Each isolator 14 may dampen vibrations, absorb shock or reduce
vibrations that would otherwise be transmitted from the vehicle to
the electronic assembly. In one configuration, the isolator 14 is
composed of an elastomeric material or resilient material with a
fastener, nut or threaded stud extending (partially or entirely)
through a central portion of the elastomeric material or resilient
material.
[0020] In an alternate configuration, such as that illustrated in
FIG. 2A, the isolator 14 is composed of an elastomeric material (or
resilient material) with fasteners, nuts (e.g., 287) or studs that
extend partially into the elastomeric material or that are embedded
in the elastomeric material (or resilient material), where the
fasteners (e.g., 289) can extend from opposite sides of the
elastomeric material (or resilient material) for connection to the
base bracket 10.
[0021] In another alternate configuration, the isolator 14 may
comprise a spring (e.g., coil spring) with one end secured to the
base bracket 10 (e.g., at second surface 52) and an opposite end
secured to back member 16 (e.g., at base portion 55).
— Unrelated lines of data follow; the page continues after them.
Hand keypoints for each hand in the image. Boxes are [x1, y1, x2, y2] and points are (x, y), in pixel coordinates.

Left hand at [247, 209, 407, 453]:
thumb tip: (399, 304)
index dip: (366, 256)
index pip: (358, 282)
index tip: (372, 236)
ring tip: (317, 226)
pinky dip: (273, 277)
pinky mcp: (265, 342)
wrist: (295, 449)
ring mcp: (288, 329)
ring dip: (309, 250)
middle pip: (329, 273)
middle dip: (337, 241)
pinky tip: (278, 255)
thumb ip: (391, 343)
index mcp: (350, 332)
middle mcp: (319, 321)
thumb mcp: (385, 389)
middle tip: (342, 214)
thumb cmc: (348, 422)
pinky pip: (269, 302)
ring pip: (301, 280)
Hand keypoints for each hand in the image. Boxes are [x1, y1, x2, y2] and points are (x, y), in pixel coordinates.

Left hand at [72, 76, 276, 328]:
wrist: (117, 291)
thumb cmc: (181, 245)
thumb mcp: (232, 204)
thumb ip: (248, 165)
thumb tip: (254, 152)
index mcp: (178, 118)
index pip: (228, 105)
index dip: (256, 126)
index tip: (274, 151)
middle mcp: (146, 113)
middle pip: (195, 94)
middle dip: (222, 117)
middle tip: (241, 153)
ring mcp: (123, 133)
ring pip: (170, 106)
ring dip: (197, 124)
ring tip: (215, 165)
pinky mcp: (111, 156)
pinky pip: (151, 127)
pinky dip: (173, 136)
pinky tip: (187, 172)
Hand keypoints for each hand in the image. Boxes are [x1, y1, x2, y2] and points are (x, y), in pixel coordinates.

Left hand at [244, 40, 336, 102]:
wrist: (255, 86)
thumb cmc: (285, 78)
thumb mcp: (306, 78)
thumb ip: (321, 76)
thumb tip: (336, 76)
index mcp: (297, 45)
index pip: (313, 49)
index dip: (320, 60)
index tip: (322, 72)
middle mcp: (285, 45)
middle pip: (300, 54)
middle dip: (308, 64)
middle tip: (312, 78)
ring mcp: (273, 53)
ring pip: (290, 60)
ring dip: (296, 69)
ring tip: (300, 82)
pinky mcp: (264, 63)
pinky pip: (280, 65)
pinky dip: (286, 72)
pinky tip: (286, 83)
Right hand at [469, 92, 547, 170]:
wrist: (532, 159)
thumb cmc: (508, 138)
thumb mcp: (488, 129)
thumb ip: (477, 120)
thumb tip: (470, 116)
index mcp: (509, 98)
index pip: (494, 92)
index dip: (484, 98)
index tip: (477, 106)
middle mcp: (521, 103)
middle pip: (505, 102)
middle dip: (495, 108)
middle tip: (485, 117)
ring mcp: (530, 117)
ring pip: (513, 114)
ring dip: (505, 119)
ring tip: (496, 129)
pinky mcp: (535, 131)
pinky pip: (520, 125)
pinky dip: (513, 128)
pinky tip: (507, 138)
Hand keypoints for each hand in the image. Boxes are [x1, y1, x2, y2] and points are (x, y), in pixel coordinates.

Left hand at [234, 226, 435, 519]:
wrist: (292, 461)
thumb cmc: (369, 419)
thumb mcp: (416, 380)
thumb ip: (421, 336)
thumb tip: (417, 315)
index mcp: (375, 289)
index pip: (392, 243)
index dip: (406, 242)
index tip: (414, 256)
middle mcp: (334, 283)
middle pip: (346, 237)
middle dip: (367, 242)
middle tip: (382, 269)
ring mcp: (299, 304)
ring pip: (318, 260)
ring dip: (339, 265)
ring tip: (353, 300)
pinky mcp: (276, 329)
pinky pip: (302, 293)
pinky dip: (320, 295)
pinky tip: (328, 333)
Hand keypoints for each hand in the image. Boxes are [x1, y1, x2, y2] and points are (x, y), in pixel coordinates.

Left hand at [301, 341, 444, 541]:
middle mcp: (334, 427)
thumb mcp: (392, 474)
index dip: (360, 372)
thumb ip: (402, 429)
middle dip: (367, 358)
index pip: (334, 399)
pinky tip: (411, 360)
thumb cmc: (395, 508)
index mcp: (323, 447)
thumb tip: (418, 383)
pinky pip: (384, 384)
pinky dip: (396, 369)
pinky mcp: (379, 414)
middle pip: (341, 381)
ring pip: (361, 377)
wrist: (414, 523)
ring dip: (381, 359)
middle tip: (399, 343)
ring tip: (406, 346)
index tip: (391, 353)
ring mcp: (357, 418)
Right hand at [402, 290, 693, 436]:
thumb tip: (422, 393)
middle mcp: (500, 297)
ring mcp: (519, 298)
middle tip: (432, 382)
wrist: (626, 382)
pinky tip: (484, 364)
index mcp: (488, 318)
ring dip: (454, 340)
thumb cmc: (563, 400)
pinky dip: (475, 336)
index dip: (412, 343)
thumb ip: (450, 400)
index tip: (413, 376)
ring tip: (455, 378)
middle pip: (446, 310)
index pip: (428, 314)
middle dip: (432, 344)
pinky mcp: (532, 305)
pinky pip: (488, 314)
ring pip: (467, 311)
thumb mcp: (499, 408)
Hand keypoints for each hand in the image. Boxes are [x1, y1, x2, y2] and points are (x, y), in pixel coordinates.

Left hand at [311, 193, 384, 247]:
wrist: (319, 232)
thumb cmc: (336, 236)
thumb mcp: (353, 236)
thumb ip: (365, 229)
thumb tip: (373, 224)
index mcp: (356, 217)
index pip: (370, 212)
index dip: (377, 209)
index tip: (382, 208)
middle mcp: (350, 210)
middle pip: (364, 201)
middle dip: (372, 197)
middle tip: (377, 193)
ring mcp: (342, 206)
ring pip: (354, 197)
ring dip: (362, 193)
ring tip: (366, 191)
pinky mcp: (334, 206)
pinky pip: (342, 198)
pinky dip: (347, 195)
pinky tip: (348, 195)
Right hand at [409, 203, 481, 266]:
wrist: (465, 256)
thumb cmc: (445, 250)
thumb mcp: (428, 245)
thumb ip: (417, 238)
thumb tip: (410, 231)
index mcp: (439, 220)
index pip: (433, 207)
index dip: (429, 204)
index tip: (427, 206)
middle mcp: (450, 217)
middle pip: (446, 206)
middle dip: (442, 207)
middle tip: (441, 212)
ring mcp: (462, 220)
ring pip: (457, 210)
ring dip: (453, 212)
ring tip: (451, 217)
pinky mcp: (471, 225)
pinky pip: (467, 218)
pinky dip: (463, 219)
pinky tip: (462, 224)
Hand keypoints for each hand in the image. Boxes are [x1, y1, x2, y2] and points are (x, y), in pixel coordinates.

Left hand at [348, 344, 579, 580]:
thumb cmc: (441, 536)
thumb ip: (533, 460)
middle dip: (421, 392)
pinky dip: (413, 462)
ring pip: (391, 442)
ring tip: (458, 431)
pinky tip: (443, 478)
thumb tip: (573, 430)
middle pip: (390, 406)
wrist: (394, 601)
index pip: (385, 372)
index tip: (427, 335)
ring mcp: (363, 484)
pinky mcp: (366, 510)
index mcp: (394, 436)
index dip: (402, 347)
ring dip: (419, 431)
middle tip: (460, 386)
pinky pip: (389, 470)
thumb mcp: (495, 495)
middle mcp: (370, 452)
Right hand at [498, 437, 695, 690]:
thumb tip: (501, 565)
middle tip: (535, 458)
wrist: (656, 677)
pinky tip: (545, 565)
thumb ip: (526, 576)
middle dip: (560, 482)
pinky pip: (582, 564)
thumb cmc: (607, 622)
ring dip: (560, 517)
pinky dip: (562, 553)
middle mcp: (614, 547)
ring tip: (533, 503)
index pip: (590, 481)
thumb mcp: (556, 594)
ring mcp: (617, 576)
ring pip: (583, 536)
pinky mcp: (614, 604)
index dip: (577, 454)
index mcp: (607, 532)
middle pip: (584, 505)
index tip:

[0022] The back member 16 or neck has a base portion 55 that is
bent at a substantially orthogonal angle to a back portion 57, or
at another suitable angle for mounting the electronic assembly 24
(e.g., satellite navigation receiver). The back portion 57 extends
upwardly and generally vertically from the base portion 55. The
back portion 57 may be tapered upwardly toward a flat peak, or have
another suitable shape. The base portion 55 has secondary bores for
receiving fasteners 289 for resiliently connecting (with vibration
dampening) one or more isolators 14 between the base portion 55 and
the base bracket 10, or the second surface 52 of the base bracket
10. The back member 16 or its back portion 57 has a set of first
holes 18 or first adjustment holes arranged in generally vertical
array.
[0023] A guide rail 20 (e.g., wedge bracket) or mounting rail is
attached to the back member 16 or its back portion 57. For example,
the guide rail 20 may form two generally parallel tracks with
substantially rectangular cross-sections or U-shaped cross-sections
for guiding a slidable member 22 (e.g., allowing vertical sliding
of the slidable member 22 in the guide rail 20). The guide rail 20
may be cast, molded, welded, machined, pressed, bent or otherwise
formed into an appropriate shape. As shown in FIG. 1, the guide
rail 20 is a unitary structure, such as that illustrated in FIG.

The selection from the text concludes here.